> _SOURCE INFORMATION_:
[Start of section]
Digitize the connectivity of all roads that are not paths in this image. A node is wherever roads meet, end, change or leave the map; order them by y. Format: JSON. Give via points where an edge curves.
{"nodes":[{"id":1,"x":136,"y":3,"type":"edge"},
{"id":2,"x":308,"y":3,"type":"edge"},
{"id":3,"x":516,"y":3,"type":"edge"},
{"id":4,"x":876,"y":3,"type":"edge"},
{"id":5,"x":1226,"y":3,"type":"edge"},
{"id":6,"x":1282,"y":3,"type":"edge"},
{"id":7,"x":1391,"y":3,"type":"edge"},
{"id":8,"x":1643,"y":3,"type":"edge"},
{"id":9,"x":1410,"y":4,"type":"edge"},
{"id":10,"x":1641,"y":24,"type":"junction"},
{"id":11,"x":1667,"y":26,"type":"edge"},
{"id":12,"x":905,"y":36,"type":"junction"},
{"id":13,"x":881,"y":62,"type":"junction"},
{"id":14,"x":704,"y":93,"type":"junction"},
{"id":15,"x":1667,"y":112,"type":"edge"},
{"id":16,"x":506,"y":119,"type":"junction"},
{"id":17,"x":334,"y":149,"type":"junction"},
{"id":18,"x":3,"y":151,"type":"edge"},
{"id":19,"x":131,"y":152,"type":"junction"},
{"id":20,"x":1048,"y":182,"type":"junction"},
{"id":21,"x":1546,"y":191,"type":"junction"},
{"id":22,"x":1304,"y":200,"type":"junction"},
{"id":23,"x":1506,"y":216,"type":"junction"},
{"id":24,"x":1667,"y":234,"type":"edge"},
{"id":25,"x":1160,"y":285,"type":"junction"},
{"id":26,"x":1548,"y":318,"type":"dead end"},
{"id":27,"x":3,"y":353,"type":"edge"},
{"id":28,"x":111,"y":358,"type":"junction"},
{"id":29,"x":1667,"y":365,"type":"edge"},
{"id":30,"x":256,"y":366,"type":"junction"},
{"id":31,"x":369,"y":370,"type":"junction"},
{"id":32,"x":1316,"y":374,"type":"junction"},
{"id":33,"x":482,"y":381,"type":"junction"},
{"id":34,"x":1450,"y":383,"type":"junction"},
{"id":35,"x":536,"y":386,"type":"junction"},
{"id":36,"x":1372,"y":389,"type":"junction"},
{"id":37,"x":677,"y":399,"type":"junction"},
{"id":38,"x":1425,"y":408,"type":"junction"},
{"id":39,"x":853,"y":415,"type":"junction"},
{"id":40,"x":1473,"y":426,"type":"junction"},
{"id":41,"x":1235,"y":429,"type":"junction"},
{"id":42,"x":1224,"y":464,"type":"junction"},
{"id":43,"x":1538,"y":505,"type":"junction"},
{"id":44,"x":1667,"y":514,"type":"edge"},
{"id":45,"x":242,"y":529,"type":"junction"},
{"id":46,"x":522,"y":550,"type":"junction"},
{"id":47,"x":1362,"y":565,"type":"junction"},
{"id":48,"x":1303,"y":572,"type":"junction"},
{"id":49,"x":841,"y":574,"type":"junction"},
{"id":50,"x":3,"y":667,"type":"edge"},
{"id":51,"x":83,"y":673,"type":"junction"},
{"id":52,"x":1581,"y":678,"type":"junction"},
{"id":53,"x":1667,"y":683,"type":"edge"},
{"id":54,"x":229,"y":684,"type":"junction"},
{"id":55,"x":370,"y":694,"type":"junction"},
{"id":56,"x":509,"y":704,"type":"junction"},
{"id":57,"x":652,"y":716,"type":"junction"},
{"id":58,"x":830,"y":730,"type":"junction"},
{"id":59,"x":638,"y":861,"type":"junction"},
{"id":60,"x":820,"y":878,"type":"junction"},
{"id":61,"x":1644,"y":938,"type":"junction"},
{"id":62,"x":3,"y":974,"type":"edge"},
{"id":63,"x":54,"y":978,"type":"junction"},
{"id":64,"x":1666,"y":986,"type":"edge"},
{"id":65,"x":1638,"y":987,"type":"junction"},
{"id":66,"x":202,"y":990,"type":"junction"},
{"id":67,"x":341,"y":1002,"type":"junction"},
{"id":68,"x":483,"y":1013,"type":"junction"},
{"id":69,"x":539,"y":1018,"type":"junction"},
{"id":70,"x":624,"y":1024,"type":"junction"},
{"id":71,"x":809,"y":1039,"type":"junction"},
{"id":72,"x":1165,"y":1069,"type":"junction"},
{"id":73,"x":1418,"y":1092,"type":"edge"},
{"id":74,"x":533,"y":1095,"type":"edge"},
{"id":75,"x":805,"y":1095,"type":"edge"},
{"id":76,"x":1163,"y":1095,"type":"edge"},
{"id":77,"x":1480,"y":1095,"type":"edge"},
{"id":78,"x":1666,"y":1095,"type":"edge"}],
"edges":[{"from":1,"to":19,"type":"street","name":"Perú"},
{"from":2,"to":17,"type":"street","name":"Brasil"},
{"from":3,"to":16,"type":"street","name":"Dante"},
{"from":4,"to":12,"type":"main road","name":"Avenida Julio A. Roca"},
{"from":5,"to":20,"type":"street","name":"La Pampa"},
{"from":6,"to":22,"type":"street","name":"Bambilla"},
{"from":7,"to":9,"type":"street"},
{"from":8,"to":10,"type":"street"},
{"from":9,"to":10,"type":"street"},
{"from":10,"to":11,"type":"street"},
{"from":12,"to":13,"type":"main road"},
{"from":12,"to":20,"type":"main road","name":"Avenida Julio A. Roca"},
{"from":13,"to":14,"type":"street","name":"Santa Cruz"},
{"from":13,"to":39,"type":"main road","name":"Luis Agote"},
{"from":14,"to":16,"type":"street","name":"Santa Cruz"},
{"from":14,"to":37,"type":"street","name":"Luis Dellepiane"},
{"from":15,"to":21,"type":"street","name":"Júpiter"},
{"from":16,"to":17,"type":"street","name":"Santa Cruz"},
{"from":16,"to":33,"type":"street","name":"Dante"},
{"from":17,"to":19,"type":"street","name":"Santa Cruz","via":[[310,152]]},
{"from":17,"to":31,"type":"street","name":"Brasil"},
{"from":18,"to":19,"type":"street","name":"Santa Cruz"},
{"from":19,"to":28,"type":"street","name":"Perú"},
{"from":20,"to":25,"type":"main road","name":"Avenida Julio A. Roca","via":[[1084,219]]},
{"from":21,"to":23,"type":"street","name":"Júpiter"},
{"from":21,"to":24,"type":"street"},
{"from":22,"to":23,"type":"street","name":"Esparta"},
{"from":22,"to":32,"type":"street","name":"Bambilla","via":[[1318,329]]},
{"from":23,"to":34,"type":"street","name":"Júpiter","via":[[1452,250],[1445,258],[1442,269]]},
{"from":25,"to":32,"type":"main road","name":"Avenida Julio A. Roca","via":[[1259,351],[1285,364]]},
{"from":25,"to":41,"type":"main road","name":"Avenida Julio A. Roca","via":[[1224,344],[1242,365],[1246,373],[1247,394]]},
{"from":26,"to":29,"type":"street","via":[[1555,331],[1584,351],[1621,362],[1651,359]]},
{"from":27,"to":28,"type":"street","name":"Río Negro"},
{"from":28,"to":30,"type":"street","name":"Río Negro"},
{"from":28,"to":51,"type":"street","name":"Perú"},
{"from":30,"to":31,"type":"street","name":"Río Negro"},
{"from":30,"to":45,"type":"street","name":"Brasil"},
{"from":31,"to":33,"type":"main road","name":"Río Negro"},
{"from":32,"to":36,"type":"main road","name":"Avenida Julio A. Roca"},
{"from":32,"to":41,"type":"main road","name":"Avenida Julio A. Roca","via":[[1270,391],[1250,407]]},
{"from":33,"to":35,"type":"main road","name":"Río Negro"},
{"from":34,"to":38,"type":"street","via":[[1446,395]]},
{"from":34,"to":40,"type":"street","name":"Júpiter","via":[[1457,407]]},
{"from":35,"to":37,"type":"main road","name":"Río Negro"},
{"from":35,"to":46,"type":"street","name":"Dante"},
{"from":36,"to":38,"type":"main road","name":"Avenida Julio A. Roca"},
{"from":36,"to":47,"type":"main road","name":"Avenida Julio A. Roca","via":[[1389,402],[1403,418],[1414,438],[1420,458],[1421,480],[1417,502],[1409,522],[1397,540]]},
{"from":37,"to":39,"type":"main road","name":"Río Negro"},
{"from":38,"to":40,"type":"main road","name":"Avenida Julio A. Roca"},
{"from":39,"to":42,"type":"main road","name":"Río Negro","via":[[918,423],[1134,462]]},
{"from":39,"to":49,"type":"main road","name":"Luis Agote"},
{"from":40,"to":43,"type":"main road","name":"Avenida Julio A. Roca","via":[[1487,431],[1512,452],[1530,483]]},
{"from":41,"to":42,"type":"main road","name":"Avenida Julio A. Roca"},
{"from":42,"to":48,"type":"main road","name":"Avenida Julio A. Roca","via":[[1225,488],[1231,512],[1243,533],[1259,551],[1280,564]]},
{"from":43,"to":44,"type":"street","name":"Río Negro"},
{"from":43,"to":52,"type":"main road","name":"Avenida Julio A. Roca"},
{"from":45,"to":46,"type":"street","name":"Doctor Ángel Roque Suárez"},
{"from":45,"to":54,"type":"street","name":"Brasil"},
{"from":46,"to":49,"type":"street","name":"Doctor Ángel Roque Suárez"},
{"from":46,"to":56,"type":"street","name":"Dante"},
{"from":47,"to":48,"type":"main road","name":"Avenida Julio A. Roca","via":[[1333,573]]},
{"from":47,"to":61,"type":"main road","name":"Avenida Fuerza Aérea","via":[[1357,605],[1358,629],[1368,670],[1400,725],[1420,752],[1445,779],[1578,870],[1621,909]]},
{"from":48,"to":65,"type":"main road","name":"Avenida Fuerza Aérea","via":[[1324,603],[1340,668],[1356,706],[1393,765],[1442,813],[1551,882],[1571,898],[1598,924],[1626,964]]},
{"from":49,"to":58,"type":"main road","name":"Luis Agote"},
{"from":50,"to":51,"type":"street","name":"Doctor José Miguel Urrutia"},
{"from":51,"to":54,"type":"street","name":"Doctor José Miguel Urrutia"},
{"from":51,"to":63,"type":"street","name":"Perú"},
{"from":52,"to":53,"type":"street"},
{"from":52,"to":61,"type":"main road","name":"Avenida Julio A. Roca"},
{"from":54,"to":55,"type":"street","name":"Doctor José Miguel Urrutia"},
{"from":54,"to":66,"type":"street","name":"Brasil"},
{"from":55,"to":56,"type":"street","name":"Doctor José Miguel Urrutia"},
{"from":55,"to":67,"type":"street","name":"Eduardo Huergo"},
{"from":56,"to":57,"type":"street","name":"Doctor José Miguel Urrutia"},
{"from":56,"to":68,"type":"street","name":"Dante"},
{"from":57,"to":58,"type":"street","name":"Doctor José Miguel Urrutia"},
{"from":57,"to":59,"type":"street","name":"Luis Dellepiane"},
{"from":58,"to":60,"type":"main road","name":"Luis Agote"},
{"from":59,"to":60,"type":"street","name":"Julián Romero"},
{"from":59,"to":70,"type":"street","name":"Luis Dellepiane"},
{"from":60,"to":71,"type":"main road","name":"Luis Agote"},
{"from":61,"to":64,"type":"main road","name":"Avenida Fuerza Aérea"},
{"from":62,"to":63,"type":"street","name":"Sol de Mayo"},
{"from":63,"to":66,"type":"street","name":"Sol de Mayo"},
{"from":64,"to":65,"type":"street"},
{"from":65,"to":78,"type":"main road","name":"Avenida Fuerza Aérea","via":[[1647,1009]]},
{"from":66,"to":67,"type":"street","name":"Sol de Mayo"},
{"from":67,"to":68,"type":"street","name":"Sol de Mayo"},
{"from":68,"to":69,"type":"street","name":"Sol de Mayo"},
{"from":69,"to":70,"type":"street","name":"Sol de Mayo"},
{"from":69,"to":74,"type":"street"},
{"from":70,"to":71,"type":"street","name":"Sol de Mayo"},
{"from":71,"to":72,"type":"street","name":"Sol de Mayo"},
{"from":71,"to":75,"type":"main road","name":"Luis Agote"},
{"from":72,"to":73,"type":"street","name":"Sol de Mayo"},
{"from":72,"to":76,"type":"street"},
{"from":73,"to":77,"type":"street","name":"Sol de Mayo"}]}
[End of section]
> _DIRECTIONS FOR THIS TASK_:
Search the material for the word "Ángel" and copy each line where it occurs.

> _RESULT FOR THIS EXERCISE_:
{"from":45,"to":46,"type":"street","name":"Doctor Ángel Roque Suárez"},
{"from":46,"to":49,"type":"street","name":"Doctor Ángel Roque Suárez"},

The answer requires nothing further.